Text extraction - line-by-line
Asked Answered
T

6

11

I am using Google Vision API, primarily to extract texts. I works fine, but for specific cases where I would need the API to scan the enter line, spits out the text before moving to the next line. However, it appears that the API is using some kind of logic that makes it scan top to bottom on the left side and moving to right side and doing a top to bottom scan. I would have liked if the API read left-to-right, move down and so on.

For example, consider the image:

enter image description here

The API returns the text like this:

“ Name DOB Gender: Lives In John Doe 01-Jan-1970 LA ”

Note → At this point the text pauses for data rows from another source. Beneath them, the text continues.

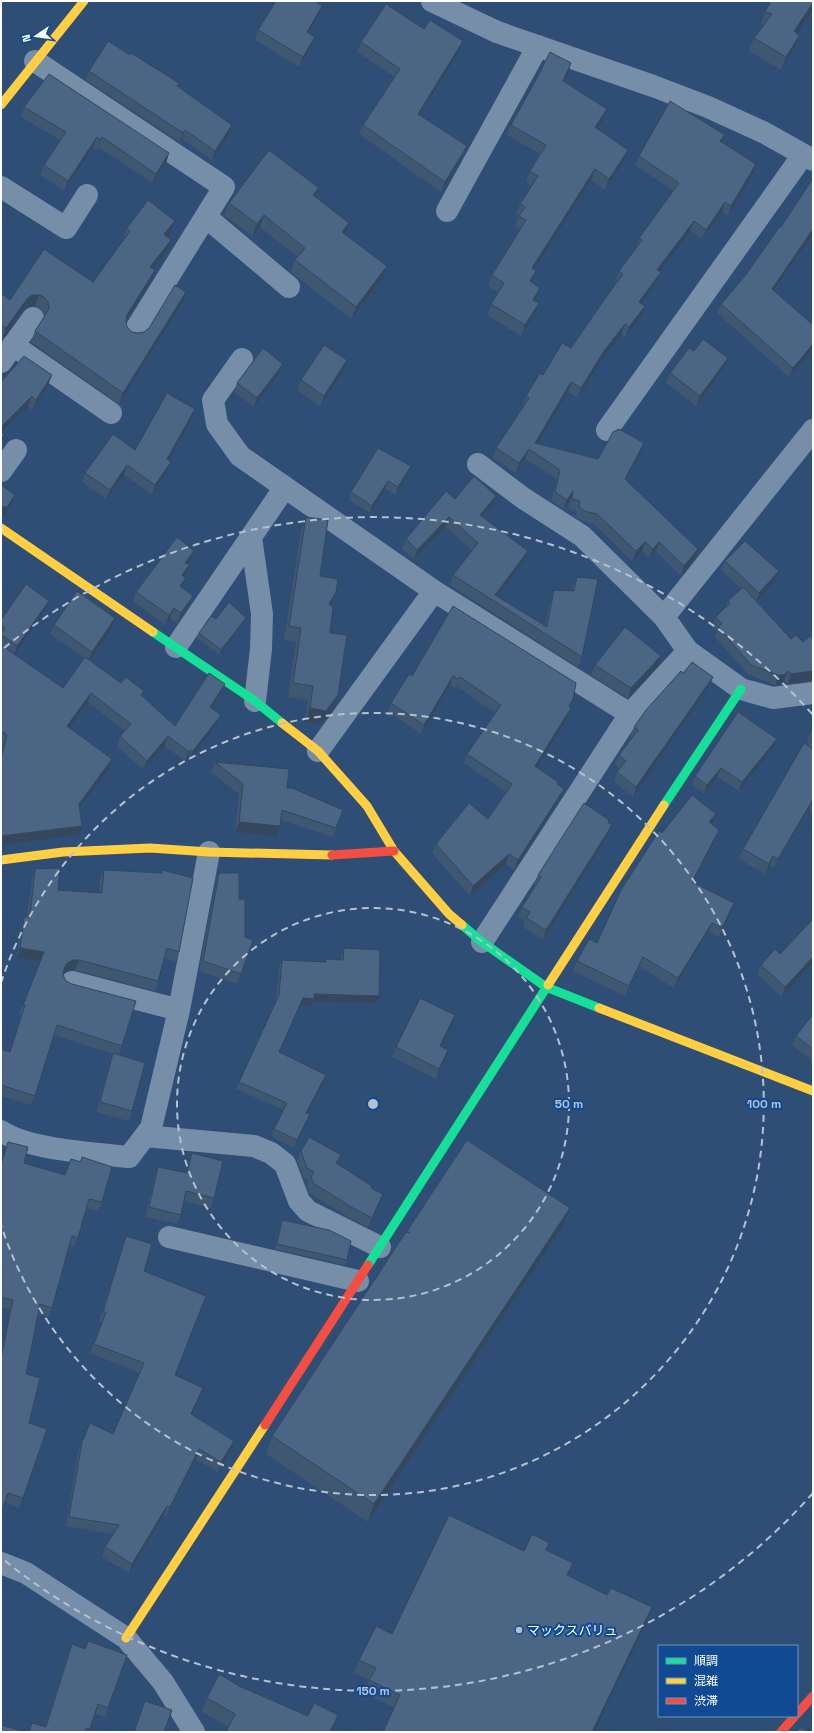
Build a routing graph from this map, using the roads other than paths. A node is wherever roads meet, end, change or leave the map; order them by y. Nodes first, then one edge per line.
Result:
1 (84, 1) edge
2 (432, 1) edge
3 (538, 46) junction
4 (35, 61) junction
5 (1, 105) edge
6 (808, 158) edge
7 (1, 187) edge
8 (87, 195) dead end
9 (447, 211) dead end
10 (206, 216) junction
11 (289, 287) dead end
12 (33, 318) dead end
13 (134, 332) edge
14 (7, 354) edge
15 (242, 359) dead end
16 (111, 413) dead end
17 (607, 430) dead end
18 (813, 430) edge
19 (16, 450) dead end
20 (478, 464) dead end
21 (1, 471) edge
22 (285, 487) junction
23 (1, 528) edge
24 (251, 537) junction
25 (434, 591) junction
26 (664, 617) junction
27 (176, 647) junction
28 (688, 651) junction
29 (741, 689) junction
30 (813, 693) edge
31 (255, 701) junction
32 (630, 714) junction
33 (318, 752) junction
34 (394, 851) junction
35 (209, 852) junction
36 (1, 860) edge
37 (482, 942) junction
38 (72, 982) edge
39 (546, 987) junction
40 (179, 1010) junction
41 (813, 1091) edge
42 (1, 1131) edge
43 (145, 1136) junction
44 (169, 1237) dead end
45 (380, 1247) junction
46 (358, 1281) junction
47 (1, 1563) edge
48 (126, 1638) junction
49 (813, 1696) edge
50 (798, 1713) edge
51 (794, 1717) edge
52 (194, 1732) edge
53 (781, 1732) edge

1 - 4 street
2 - 3 street
3 - 6 street
3 - 9 street
4 - 5 street
4 - 10 street
6 - 17 street
7 - 8 street
10 - 11 street
10 - 13 street
12 - 14 street
14 - 16 street
15 - 22 street
18 - 26 street
19 - 21 street
20 - 26 street
22 - 24 street
22 - 25 street
23 - 27 street
24 - 27 street
24 - 31 street
25 - 32 street
25 - 33 street
26 - 28 street
27 - 31 street
28 - 29 street
28 - 32 street
29 - 30 street
29 - 39 street
31 - 33 street
32 - 37 street
33 - 34 street
34 - 35 street
34 - 37 street
35 - 36 street
35 - 40 street
37 - 39 street
38 - 40 street
39 - 41 street
39 - 45 street
40 - 43 street
42 - 43 street
43 - 45 street
44 - 46 street
45 - 46 street
46 - 48 street
47 - 48 street
48 - 52 street
49 - 50 street
51 - 53 street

Whereas, I would have expected something like this:

“ Name: John Doe DOB: 01-Jan-1970 Gender: M Lives In: LA ”

I suppose there is a way to define the block size or margin setting (?) to read the image/scan line by line?

Thanks for your help. Alex

Tran answered 22/2, 2017 at 12:6 Comment(0)
S
11

This might be a late answer but adding it for future reference. You can add feature hints to your JSON request to get the desired results.

{
  "requests": [
    {
      "image": {
        "source": {
          "imageUri": "https://i.sstatic.net/TRTXo.png"
        }
      },
      "features": [
        {
          "type": "DOCUMENT_TEXT_DETECTION"
        }
      ]
    }
  ]
}

For text which are very far apart the DOCUMENT_TEXT_DETECTION also does not provide proper line segmentation.

The following code does simple line segmentation based on the character polygon coordinates.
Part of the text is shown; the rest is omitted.